Are WordCamps affordable for everyone?
WordCamps are one of the cheapest events in the IT world. But are they truly affordable?
Let me start this article with a short introduction for people outside the WordPress bubble. If you are a regular at WordCamps, you can skip it.
WordCamps are the official WordPress events organized under the umbrella of the WordPress Foundation. Volunteers organize them, and they have to follow this handbook. There are some unique rules regarding finances:
As I mentioned - all the organizers and speakers are volunteers
There is a maximum ticket price - right now, it's $25 per person per day
You can't buy a talk by being a sponsor
You'll always get global sponsors that help to finance your event
WordCamps are cheap for the attendees
This is absolutely true - WordCamps have one of the cheapest tickets from the attendees' perspective. Let's compare some events:
WordCamp Europe in Athens - 50 Euros
JSWorld in Amsterdam - 750 Euros
We Are Developers Congress - 550 Euros
The events don't differ much - big events with many speakers, workshops, etc. But the ticket cost difference is enormous.
It was quite a shock when I saw the difference for the first time.
But not for speakers and organizers
One of the reasons for those cheap tickets is that the speakers and organizers don't get any money in return for their work. This is unique in the conference market, where covering the costs of transportation and the hotel is something "normal."
This means that speakers, one of the event's magnets, must pay for almost everything (apart from the ticket).
As a result, if you want to talk at a WordCamp, you either have to be prepared to cover all the costs or work at a company that does it for you.
What are the consequences?
In theory, this approach isn't that bad. It makes WordCamps affordable for the masses. So, if travel and stay costs aren't too high, everyone can attend. The problem is that the prices of stay and transportation have skyrocketed lately.
Also, attracting speakers outside of the WP bubble is getting more difficult with this approach, mainly since they are used to some standard of covering costs.

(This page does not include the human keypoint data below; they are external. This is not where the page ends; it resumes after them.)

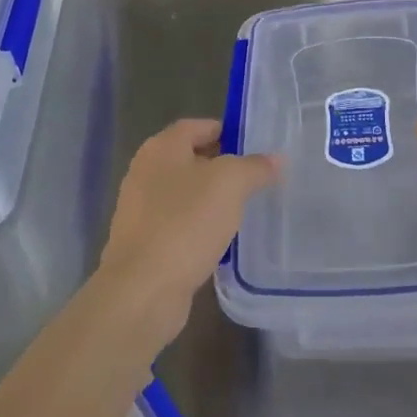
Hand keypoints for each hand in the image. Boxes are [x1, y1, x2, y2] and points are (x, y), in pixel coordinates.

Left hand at [97, 119, 277, 345]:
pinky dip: (199, 227)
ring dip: (212, 200)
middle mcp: (145, 171)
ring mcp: (140, 209)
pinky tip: (221, 241)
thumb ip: (255, 167)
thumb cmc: (186, 223)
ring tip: (244, 210)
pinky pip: (178, 224)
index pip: (198, 126)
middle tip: (256, 179)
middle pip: (191, 159)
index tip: (256, 147)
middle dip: (223, 167)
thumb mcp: (230, 184)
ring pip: (185, 194)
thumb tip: (276, 159)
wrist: (143, 290)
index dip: (227, 131)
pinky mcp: (144, 242)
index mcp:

It also limits the possibility of introducing speakers from different countries. Let me share an example - I'm still waiting for the response from WordCamp Netherlands if I will speak there or not. A few days ago, I did some math:
100 Euros for the flight to the Netherlands
additional 80 Euros for a train
200 Euros for the hotel
Being a speaker costs about 50% of the minimum pay in Poland. Quite a lot, right? Of course, I earn more than minimal pay, but still, it's a lot of money.
It's time for changes
We can still make an affordable big WordCamp that will cost 100 Euros. Is it twice as much as now? Yes, but still seven times cheaper than JS World. Raising the price will make the event organization easier. On the other hand, they could cover some costs for speakers and organizers - maybe let's cover up to 100 Euros for stay/travel/whatever.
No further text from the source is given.